**WHAT IS NEEDED:**
Search the records for the word "nodes" and copy each line in which it appears.

**DATA TO EXAMINE:**
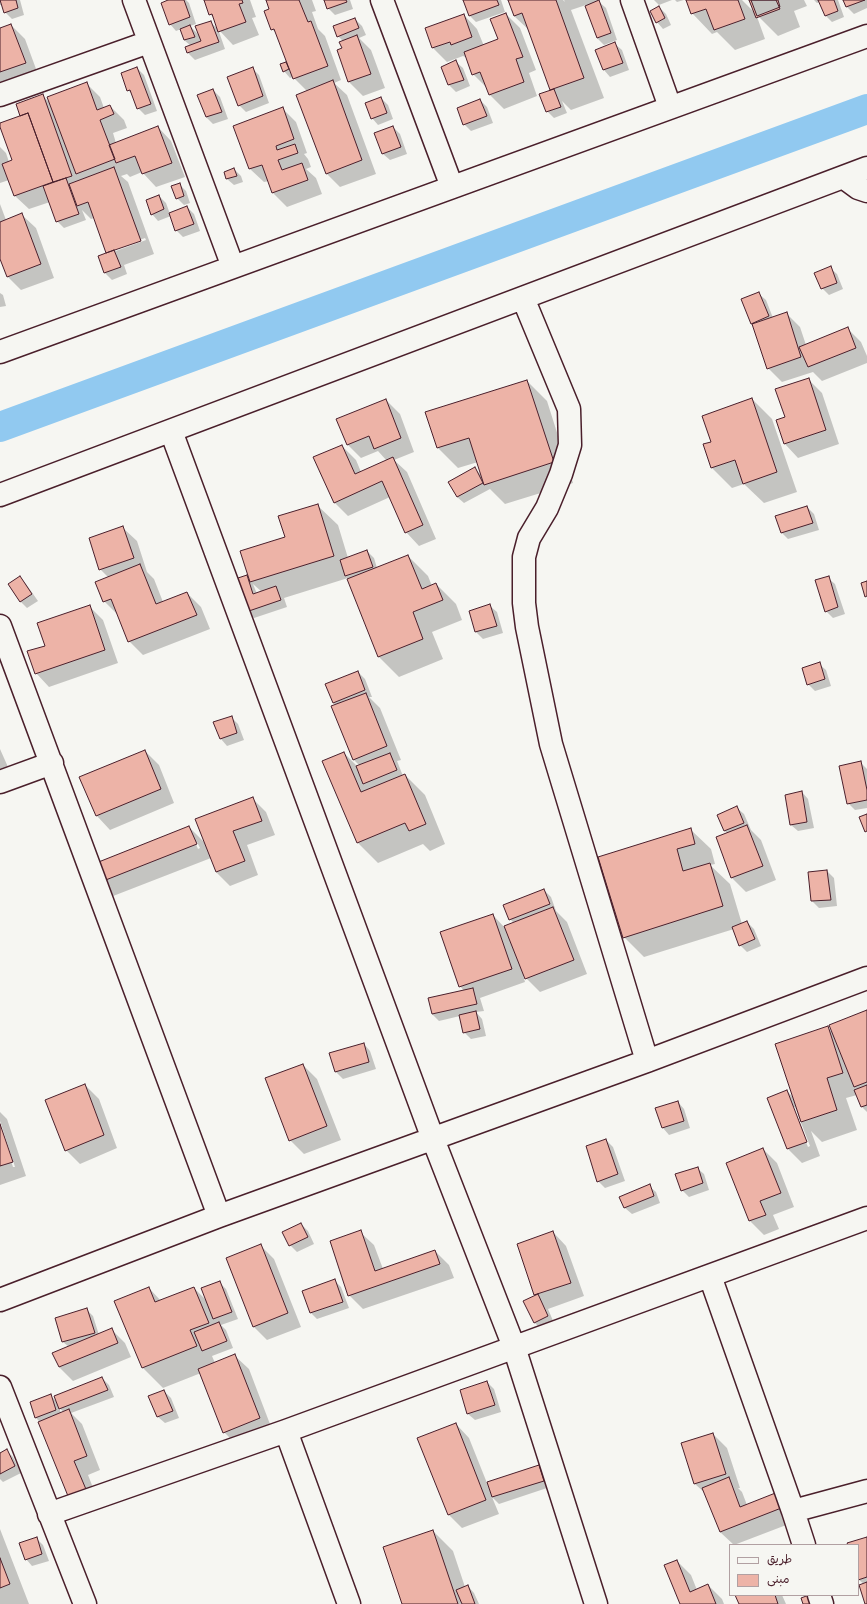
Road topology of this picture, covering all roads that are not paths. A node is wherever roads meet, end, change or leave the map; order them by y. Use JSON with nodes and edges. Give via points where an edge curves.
{"nodes":[{"id":1,"x":134,"y":0,"type":"edge"},
{"id":2,"x":382,"y":0,"type":"edge"},
{"id":3,"x":632,"y":0,"type":"edge"},
{"id":4,"x":867,"y":36,"type":"edge"},
{"id":5,"x":149,"y":42,"type":"junction"},
{"id":6,"x":0,"y":95,"type":"edge"},
{"id":7,"x":670,"y":107,"type":"junction"},
{"id":8,"x":867,"y":168,"type":"edge"},
{"id":9,"x":843,"y":177,"type":"junction"},
{"id":10,"x":452,"y":187,"type":"junction"},
{"id":11,"x":867,"y":191,"type":"edge"},
{"id":12,"x":233,"y":267,"type":"junction"},
{"id":13,"x":523,"y":298,"type":"junction"},
{"id":14,"x":0,"y":352,"type":"edge"},
{"id":15,"x":171,"y":431,"type":"junction"},
{"id":16,"x":0,"y":495,"type":"edge"},
{"id":17,"x":0,"y":626,"type":"edge"},
{"id":18,"x":52,"y":764,"type":"junction"},
{"id":19,"x":0,"y":782,"type":"edge"},
{"id":20,"x":867,"y":978,"type":"edge"},
{"id":21,"x":647,"y":1061,"type":"junction"},
{"id":22,"x":433,"y":1139,"type":"junction"},
{"id":23,"x":219,"y":1216,"type":"junction"},
{"id":24,"x":867,"y":1218,"type":"edge"},
{"id":25,"x":710,"y":1276,"type":"junction"},
{"id":26,"x":0,"y":1300,"type":"edge"},
{"id":27,"x":514,"y":1347,"type":"junction"},
{"id":28,"x":0,"y":1387,"type":"edge"},
{"id":29,"x":286,"y":1431,"type":"junction"},
{"id":30,"x":867,"y":1491,"type":"edge"},
{"id":31,"x":793,"y":1511,"type":"junction"},
{"id":32,"x":49,"y":1514,"type":"junction"},
{"id":33,"x":804,"y":1544,"type":"edge"},
{"id":34,"x":85,"y":1604,"type":"edge"},
{"id":35,"x":350,"y":1604,"type":"edge"},
{"id":36,"x":596,"y":1604,"type":"edge"}],
"edges":[{"from":1,"to":5,"type":"street"},
{"from":2,"to":10,"type":"street"},
{"from":3,"to":7,"type":"street"},
{"from":4,"to":7,"type":"street"},
{"from":5,"to":6,"type":"street"},
{"from":5,"to":12,"type":"street"},
{"from":7,"to":10,"type":"street"},
{"from":8,"to":9,"type":"street"},
{"from":9,"to":11,"type":"street"},
{"from":9,"to":13,"type":"street"},
{"from":10,"to":12,"type":"street"},
{"from":12,"to":14,"type":"street"},
{"from":13,"to":15,"type":"street"},
{"from":13,"to":21,"type":"street","via":[[569,409],[570,424],[570,445],[561,474],[547,508],[529,538],[524,557],[527,627],[551,744]]},
{"from":15,"to":16,"type":"street"},
{"from":15,"to":22,"type":"street"},
{"from":17,"to":18,"type":"street"},
{"from":18,"to":19,"type":"street"},
{"from":18,"to":23,"type":"street"},
{"from":20,"to":21,"type":"street"},
{"from":21,"to":22,"type":"street"},
{"from":22,"to":23,"type":"street"},
{"from":22,"to":27,"type":"street"},
{"from":23,"to":26,"type":"street"},
{"from":24,"to":25,"type":"street"},
{"from":25,"to":27,"type":"street"},
{"from":25,"to":31,"type":"street"},
{"from":27,"to":29,"type":"street"},
{"from":27,"to":36,"type":"street"},
{"from":28,"to":32,"type":"street"},
{"from":29,"to":32,"type":"street"},
{"from":29,"to":35,"type":"street"},
{"from":30,"to":31,"type":"street"},
{"from":31,"to":33,"type":"street"},
{"from":32,"to":34,"type":"street"}]}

**SOLVED PROBLEM:**
Road topology of this picture, covering all roads that are not paths. A node is wherever roads meet, end, change or leave the map; order them by y. Use JSON with nodes and edges. Give via points where an edge curves.
{"nodes":[{"id":1,"x":134,"y":0,"type":"edge"},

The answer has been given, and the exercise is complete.